Your goal. Search the records for lines with the word "Rizal" and copy each match.

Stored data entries
■ ■ ■ ■ ■

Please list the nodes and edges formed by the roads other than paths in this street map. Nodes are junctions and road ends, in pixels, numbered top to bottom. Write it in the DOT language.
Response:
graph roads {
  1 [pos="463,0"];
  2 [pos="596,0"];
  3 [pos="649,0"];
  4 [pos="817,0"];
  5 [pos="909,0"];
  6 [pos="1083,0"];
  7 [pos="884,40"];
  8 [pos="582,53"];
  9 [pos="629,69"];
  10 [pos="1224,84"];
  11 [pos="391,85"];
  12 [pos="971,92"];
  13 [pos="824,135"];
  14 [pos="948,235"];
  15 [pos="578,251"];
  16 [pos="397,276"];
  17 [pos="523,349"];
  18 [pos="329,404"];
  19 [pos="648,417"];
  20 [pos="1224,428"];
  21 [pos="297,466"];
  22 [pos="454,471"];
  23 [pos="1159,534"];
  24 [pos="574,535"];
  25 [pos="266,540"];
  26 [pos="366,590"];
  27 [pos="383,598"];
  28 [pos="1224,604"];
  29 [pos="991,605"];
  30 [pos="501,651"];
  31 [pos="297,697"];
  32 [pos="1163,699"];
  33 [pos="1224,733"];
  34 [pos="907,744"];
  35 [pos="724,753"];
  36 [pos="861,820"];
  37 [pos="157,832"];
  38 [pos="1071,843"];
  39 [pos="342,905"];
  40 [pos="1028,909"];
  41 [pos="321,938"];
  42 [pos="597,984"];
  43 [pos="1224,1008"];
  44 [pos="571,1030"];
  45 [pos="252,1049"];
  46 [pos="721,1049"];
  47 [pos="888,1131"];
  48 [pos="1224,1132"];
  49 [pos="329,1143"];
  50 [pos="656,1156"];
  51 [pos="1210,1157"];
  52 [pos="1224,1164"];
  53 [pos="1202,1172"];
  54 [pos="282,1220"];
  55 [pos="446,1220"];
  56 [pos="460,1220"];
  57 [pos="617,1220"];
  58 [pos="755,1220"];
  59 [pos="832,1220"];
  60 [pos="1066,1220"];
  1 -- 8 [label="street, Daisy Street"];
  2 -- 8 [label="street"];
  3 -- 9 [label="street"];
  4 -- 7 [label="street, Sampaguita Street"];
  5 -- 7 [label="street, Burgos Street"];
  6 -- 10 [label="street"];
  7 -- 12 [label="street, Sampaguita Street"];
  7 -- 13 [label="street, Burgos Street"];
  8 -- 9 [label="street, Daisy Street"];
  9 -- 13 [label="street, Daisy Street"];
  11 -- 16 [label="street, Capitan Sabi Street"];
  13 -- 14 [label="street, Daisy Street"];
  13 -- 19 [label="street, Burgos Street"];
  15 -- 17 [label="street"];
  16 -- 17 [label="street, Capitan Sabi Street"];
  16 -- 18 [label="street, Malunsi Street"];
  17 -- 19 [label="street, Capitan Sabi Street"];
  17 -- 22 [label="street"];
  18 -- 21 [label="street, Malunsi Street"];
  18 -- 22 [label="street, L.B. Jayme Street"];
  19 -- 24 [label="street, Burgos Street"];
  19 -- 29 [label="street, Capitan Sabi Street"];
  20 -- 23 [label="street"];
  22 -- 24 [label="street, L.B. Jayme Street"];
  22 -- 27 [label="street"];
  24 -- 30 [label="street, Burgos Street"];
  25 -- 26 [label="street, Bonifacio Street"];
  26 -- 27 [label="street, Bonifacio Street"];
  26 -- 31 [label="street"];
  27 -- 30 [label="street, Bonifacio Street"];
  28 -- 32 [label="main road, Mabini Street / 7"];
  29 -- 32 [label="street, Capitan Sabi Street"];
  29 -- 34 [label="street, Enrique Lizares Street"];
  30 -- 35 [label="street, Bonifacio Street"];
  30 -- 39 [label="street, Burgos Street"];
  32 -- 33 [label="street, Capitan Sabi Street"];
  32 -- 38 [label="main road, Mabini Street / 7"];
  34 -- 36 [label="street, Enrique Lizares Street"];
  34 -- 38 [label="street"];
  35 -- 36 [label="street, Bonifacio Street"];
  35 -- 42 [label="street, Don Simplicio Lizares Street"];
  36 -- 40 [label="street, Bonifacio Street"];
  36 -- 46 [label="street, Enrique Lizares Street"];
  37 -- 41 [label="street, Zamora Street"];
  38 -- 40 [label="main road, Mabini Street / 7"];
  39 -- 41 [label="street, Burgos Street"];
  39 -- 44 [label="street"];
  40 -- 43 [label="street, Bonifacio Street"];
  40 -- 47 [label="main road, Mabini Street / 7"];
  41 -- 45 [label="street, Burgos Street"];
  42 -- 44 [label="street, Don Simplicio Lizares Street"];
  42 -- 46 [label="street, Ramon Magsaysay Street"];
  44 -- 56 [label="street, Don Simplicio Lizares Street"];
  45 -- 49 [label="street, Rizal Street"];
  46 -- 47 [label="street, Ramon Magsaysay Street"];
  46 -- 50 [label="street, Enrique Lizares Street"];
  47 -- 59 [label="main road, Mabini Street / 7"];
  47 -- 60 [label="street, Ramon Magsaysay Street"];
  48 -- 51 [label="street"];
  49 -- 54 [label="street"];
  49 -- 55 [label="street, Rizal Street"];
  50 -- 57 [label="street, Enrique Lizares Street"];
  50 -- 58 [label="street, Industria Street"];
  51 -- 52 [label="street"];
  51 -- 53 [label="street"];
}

■ ■ ■ ■ ■

Solution to the problem.
  45 -- 49 [label="street, Rizal Street"];
  49 -- 55 [label="street, Rizal Street"];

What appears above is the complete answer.